DATA LISTING

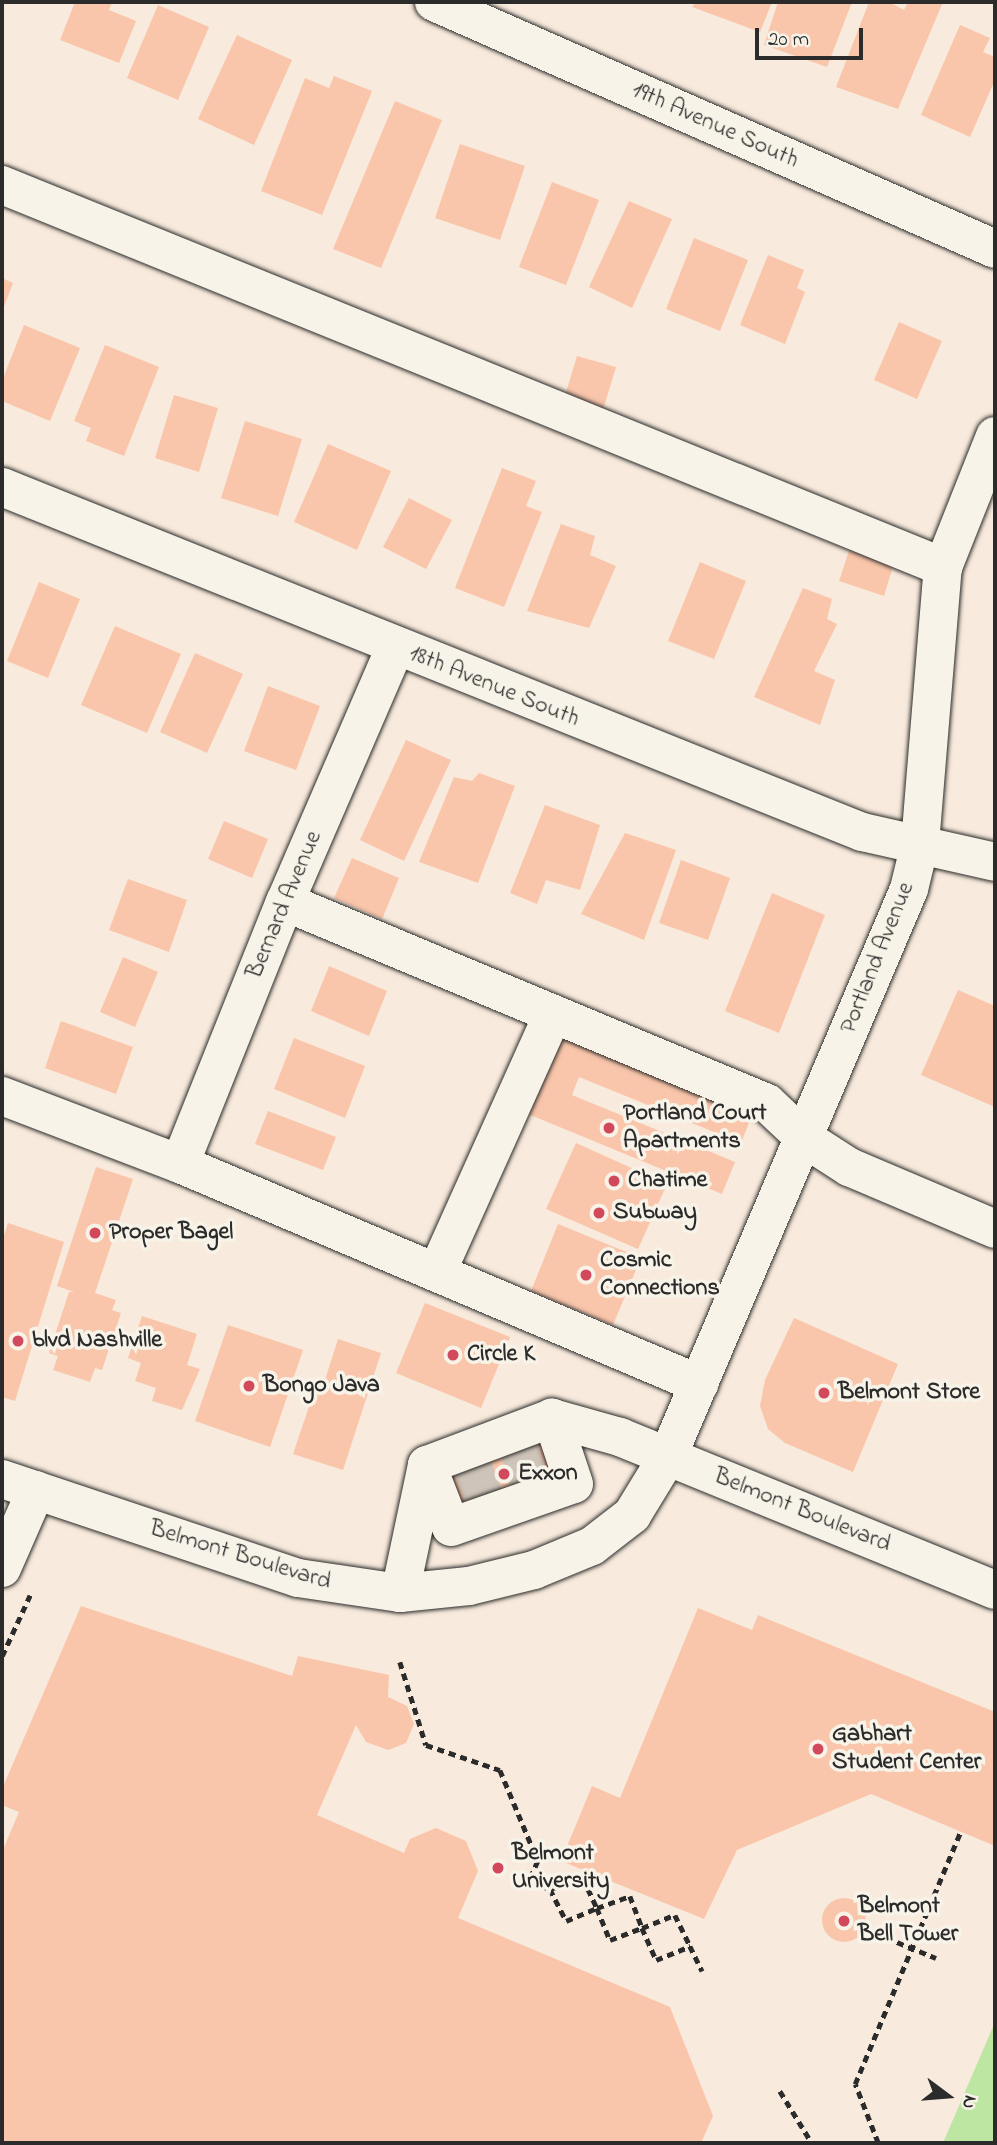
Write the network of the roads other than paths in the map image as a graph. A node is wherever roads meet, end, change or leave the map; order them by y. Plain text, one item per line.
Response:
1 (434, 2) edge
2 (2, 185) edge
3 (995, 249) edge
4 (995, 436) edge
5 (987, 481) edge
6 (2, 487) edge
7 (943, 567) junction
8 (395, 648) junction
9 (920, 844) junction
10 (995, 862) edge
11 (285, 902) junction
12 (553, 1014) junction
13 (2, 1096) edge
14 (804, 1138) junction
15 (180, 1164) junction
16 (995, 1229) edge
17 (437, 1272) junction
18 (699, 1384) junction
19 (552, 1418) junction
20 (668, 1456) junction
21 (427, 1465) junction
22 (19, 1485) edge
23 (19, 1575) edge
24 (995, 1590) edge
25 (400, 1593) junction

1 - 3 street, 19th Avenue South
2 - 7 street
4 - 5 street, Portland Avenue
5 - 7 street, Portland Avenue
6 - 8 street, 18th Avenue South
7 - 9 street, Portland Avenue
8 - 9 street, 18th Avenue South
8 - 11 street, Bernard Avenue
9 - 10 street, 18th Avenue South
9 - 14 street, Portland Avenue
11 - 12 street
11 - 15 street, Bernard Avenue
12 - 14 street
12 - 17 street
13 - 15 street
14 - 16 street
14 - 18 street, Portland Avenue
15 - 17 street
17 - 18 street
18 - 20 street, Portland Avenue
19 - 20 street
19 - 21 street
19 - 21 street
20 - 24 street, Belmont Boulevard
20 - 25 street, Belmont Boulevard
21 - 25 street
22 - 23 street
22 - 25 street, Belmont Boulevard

---

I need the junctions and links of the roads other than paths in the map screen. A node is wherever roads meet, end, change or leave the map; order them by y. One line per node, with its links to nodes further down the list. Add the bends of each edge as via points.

---

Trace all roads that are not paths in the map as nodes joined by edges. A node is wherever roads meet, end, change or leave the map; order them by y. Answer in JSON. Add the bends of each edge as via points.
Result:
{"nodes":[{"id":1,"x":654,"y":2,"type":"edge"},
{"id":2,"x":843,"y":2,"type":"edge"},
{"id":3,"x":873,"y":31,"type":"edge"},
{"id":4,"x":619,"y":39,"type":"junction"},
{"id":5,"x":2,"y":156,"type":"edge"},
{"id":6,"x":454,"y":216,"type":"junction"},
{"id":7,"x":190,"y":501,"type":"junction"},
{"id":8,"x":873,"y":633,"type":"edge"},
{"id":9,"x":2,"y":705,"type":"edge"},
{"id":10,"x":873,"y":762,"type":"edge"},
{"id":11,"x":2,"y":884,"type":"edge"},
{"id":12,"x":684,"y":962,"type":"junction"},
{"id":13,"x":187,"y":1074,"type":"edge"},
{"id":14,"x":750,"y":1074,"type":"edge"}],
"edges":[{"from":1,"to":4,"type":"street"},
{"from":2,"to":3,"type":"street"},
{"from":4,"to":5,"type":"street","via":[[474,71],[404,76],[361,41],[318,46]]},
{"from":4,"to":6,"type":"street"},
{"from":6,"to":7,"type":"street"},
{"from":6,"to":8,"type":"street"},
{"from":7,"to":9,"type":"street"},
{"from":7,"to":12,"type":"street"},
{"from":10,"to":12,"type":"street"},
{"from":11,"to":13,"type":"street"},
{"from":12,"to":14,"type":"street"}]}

HOW TO COMPLETE THIS TASK
Look through the entries above; find each line with the word "than" and copy it.

SOLUTION TO THIS TASK
Write the network of the roads other than paths in the map image as a graph. A node is wherever roads meet, end, change or leave the map; order them by y. Plain text, one item per line.
I need the junctions and links of the roads other than paths in the map screen. A node is wherever roads meet, end, change or leave the map; order them by y. One line per node, with its links to nodes further down the list. Add the bends of each edge as via points.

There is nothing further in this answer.